奥平信昌の三男として三河国で生まれる。生母は家康の長女亀姫で、文禄4年(1595年)に16歳で元服。慶長2年(1597年)に上野国吉井藩主菅沼定利の養嗣子となり、関ヶ原役には定利とともに出陣した。
慶長7年(1602年)10月に定利が死去したが、その際に将軍秀忠の命により養子縁組を解消し、実父信昌が致仕した奥平家に戻り信昌の跡を襲う。同時に松平姓を賜った。信昌は隠居領として4万石を得たために、襲封時の石高は6万石であった。
美濃国の大名の旗頭を命じられ、慶長8年(1603年)の家康上洛に供奉した。慶長13年(1608年)従四位に昇叙され4万石を加増、所領は10万石となる。キリシタンに入信し洗礼を受け、洗礼名をフランシスコという。

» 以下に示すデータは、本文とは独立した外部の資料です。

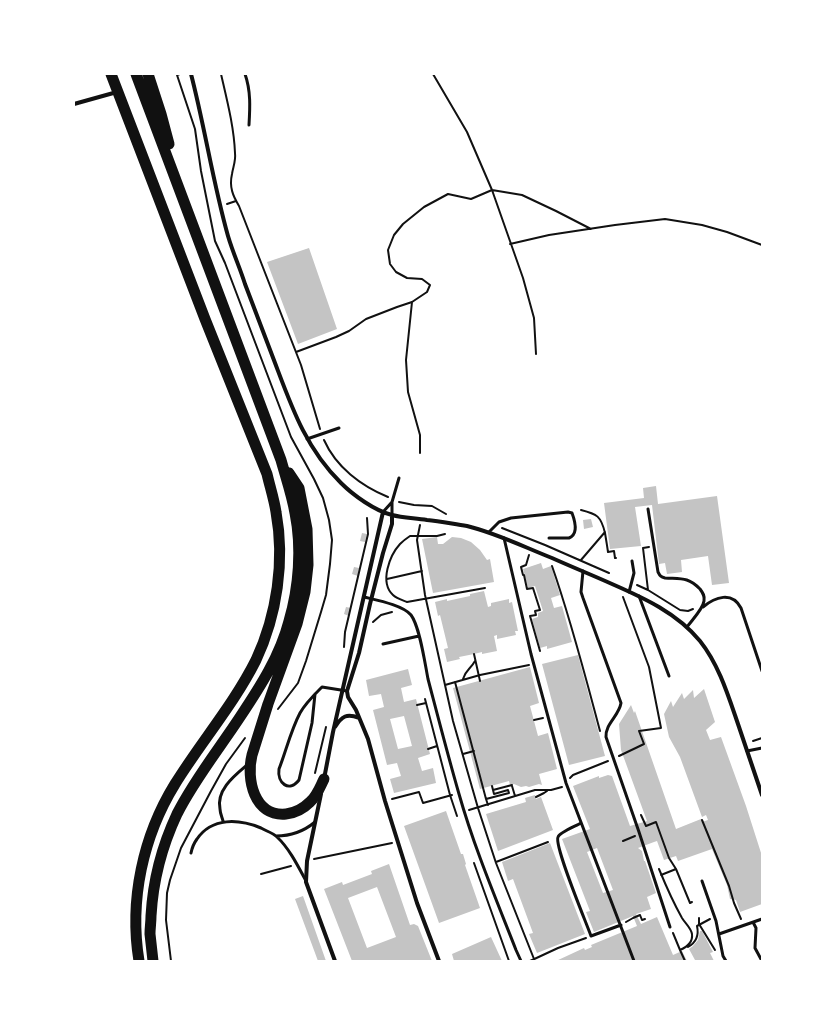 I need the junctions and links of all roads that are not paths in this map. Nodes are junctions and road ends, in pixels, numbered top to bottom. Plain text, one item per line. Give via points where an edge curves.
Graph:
1 (106, 74) edge
2 (111, 74) edge
3 (136, 74) edge
4 (148, 74) edge
5 (191, 74) edge
6 (245, 74) edge
7 (116, 90) junction
8 (74, 104) edge
9 (250, 125) dead end
10 (179, 188) junction
11 (339, 428) dead end
12 (307, 439) junction
13 (281, 460) junction
14 (399, 478) dead end
15 (392, 502) junction
16 (648, 509) dead end
17 (383, 512) junction
18 (392, 515) junction
19 (489, 532) junction
20 (504, 538) junction
21 (549, 538) dead end
22 (632, 561) dead end
23 (583, 571) junction
24 (629, 592) junction
25 (639, 596) junction
26 (364, 597) junction
27 (371, 599) junction
28 (701, 608) junction
29 (687, 627) junction
30 (419, 636) junction
31 (383, 644) dead end
32 (762, 671) edge
33 (669, 676) dead end
34 (342, 690) junction
35 (347, 691) junction
36 (315, 694) junction
37 (360, 718) junction
38 (333, 732) junction
39 (762, 748) edge
40 (747, 751) junction
41 (250, 763) junction
42 (319, 778) junction
43 (762, 795) edge
44 (223, 821) junction
45 (315, 822) junction
46 (581, 823) junction
47 (276, 836) junction
48 (191, 853) dead end
49 (702, 881) dead end
50 (306, 882) junction
51 (762, 919) edge
52 (753, 922) junction
53 (621, 925) junction
54 (670, 927) dead end
55 (719, 934) junction
56 (139, 961) edge
57 (153, 961) edge
58 (335, 961) edge
59 (439, 961) edge
60 (521, 961) edge
61 (634, 961) edge
62 (726, 961) edge
63 (762, 961) edge

1 - 7 highway
2 - 7 highway
3 - 10 highway
4 - 10 highway via 161,114
5 - 12 street via 218,197 233,250 274,361
6 - 9 lane via 250,93
7 - 8 street
7 - 56 highway via 267,474 277,514 279,546 274,610 256,659 231,703 175,785 152,833 138,887 135,928
10 - 13 highway
11 - 12 lane
12 - 17 street via 318,457 343,485
13 - 41 highway via 299,488 307,529 308,565 298,624 268,704
13 - 57 highway via 298,533 298,572 289,622 269,671 195,783 169,832 162,852 152,905 150,934
14 - 15 lane
15 - 17 lane
15 - 18 lane
16 - 28 lane via 659,575 692,582 704,594
17 - 18 street
17 - 26 street
18 - 19 street
18 - 27 street via 392,524
19 - 20 street
19 - 21 lane via 499,522 511,518 572,513 576,531 572,537
20 - 23 street
20 - 46 lane via 531,654 566,783
22 - 24 lane via 634,573
23 - 24 street
23 - 54 lane via 581,592 621,703 605,734
24 - 25 street
25 - 29 street via 662,608
25 - 33 lane
26 - 27 lane
26 - 34 street
27 - 30 lane via 407,611 413,618
27 - 35 street via 359,653
28 - 29 lane
28 - 32 lane via 712,600 727,597 738,603
29 - 40 street via 700,641 720,674
30 - 31 lane
30 - 60 lane via 464,812
34 - 35 lane
34 - 36 lane via 322,687
34 - 38 street
35 - 37 street via 348,698
36 - 36 lane via 296,722 279,769 279,778 288,786 296,784 299,780 312,723
37 - 38 street via 353,716 341,719
37 - 59 street via 416,903
38 - 42 street
39 - 40 lane
40 - 43 street
41 - 42 highway via 251,784 255,795 267,810 277,814 290,814 303,808 314,798
41 - 44 lane via 230,781 221,794 219,808
42 - 45 street
44 - 47 lane via 245,822
44 - 48 lane via 207,828 196,840
45 - 47 lane via 294,834
45 - 50 street via 307,861
46 - 53 lane
46 - 53 lane via 561,833 557,842 591,936
47 - 50 lane via 294,858
49 - 55 lane
50 - 58 street
51 - 52 lane
52 - 55 lane
52 - 63 lane via 756,928 755,948
53 - 61 lane
55 - 62 lane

生来病弱であり、藩政の実権は隠居した父信昌にあったという。慶長19年10月2日、大坂の陣出陣準備中に35歳で死去した。

松平忠隆 まつだいらただたか
1608〜1632(慶長13〜寛永9)、幼名千松、従五位下、飛騨守
美濃加納10万石

先代忠政の嫡男で、慶長19年(1614年)10月父忠政が死去したために家督を継いだが、寛永9年1月5日に25歳の若さで死去した。
忠隆の没後に実子左京亮が生まれたが家督相続は認められず、左京亮も慶長12年(1635年)7月に4歳で早世し、奥平松平家宗家は絶家となった。